Começar acalmando o corpo e a respiração através dos chamados ásanas (exercícios físicos e respiratórios) é um ótimo remédio. Porém, lembremo-nos de que não há necessidade de habilidades físicas especiais para isso, o segredo é o desenvolvimento de simplicidade e sensibilidade. O corpo é nossa maior âncora para o presente, pois é o que há de mais estável em nossa experiência de vida. É ele o ambiente onde mora nossa mente. Se o corpo está sendo cuidado com sensibilidade e está sendo nutrido de forma saudável ele se torna um ambiente agradável, um bom lar. Ele é o lar que nos acompanhará por toda essa vida, só nos abandonará na morte. Não há parceiro mais fiel. Portanto, nada mais justo que retribuir a ele essa fidelidade tratando-o com respeito e gratidão. Precisamos reconhecer o que nutre nosso corpo, não só no sentido de alimentação. Seremos recompensados por isso. Além disso, há outras formas de desenvolver a concentração para aliviar o funcionamento dessas marcas mentais residuais. Fazer, por exemplo, uma longa e atenta sequência de orações escolhidas com sabedoria acalma padrões automáticos de pensamentos descontrolados que são pouco percebidos por nós e que influenciam nossas relações. O segredo é a regularidade dessa prática e a sustentação por longo prazo, pois as velhas marcas mentais automáticas enfraquecem, de fato, quando as novas marcas escolhidas se tornam mais fortes que elas.

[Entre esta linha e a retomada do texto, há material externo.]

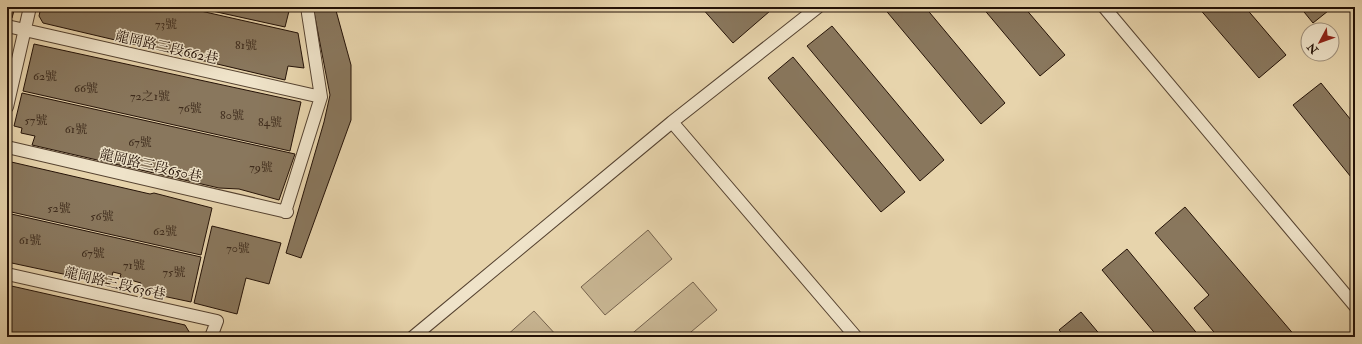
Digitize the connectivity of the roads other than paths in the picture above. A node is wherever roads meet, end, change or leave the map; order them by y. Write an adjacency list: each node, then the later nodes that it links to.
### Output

E para quem não tem religião, qual o papel das orações?
Nossa cultura relaciona a oração com religiosidade, mas podemos entendê-la de uma forma mais abrangente. A oração no ioga está dentro do conceito de meditação. E meditação não segue, necessariamente, um enfoque religioso. Por exemplo, eu mesmo escrevo orações para pacientes usarem em suas meditações. Essas orações são, na maioria das vezes, palavras que remetem a uma mudança de estado mental. A oração é uma forma de invocar aquilo que valorizamos e que temos dificuldade de internalizar ou de expressar. Alguém que sofre com a incapacidade de manifestar seu amor aos filhos, por exemplo, pode orar com palavras que remetam a essa experiência emocional. A palavra é relacionamento. A palavra nasce da mente, mas é, também, capaz de conduzir a mente quando usada de maneira consciente como prática meditativa regular.